FIGAROVOX/OPINION (via Le Forum Catholique) - La fête de la Toussaint tombe cette année un dimanche. Pour Hélène Bodenez, la question de la mort que pose la fête du 2 novembre, le lendemain de la Toussaint, nous interroge.
Hélène Bodenez est professeur agrégée de lettres et enseigne dans un établissement jésuite à Paris. Elle a publié en 2010 À Dieu, le dimanche! aux Éditions Grégoriennes et tient un blog d'opinion: Raison garder.
La Toussaint, le Paradis pour tous ?
«La fin dernière est méprisable»… À chaque Toussaint, la phrase culte d'Albert Camus s'impose en repoussoir dans ma mémoire.
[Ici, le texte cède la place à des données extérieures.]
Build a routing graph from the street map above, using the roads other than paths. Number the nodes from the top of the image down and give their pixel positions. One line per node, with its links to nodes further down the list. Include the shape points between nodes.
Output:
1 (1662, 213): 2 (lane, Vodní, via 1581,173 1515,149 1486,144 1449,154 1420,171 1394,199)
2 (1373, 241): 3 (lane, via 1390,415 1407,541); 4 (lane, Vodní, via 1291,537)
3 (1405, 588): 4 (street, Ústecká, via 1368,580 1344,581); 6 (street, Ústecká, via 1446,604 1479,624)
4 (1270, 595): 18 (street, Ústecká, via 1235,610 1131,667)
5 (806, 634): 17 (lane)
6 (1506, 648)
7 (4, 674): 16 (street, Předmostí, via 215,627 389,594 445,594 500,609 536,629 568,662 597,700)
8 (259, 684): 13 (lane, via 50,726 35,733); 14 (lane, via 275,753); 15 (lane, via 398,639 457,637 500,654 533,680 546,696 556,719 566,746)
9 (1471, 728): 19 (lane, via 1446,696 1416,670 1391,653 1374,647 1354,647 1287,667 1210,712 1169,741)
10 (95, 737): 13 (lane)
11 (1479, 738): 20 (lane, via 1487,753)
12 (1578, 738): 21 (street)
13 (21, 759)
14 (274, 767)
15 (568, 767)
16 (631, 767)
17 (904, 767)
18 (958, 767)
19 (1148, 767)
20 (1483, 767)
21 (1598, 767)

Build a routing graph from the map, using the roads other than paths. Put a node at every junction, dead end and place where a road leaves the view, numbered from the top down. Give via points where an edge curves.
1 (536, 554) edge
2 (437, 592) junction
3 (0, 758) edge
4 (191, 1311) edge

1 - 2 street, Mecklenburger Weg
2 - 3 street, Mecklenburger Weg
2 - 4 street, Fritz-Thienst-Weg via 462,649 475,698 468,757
Dessinant le profil de l'homme absurde dans le Mythe de Sisyphe, le Prix Nobel de littérature en esquissait les contours comme un Dom juan répétant sans cesse le même discours à sa «quantité» de conquêtes. Homme de la répétition tel Sisyphe, ainsi Don Juan défiant ultimement le Commandeur et obtempérant sans trembler à son «donne-moi la main». Rien ne fait fléchir le grand seigneur méchant homme, surtout pas l'enfer dans lequel il tombe et que Molière met en scène avec force éclairs et roulements de tonnerre dans un deus ex machina impressionnant. L'heure de la justice, fin dernière, est méprisée en effet. Croire au ciel par peur de l'enfer, une indignité, une absurdité.
Changer la mort?
Si cette fuite en avant pouvait au XVIIème siècle passer pour une provocation inouïe, elle paraît bien commune aujourd'hui dans un monde d'autonomie qui a sommé les dieux de s'en aller. Que nombre de civilisations - et pas que la chrétienne - aient mis en place des représentations de l'au-delà sous le mode de la rétribution des actes ne bouleversent plus grand monde. Qui croit encore que «notre agir n'est pas indifférent devant Dieu»? Le Dies irae ne fait plus peur à grand monde, ne reste qu'un splendide moment de culture, de Mozart à Verdi. Si quelque chose de nous subsiste après la mort, c'est évidemment pour le paradis, un paradis ouvert tous azimuts, polnareffien. La grande égalité rêvée sur terre jusqu'à la l'utopie totalitaire se prolongera au Ciel, pense-t-on allègrement. Qu'on se le tienne pour dit: le «Changer la vie» moderne ne peut que coïncider avec un libertaire «Changer la mort». Le ciel a intérêt à se mettre à la page, vite fait!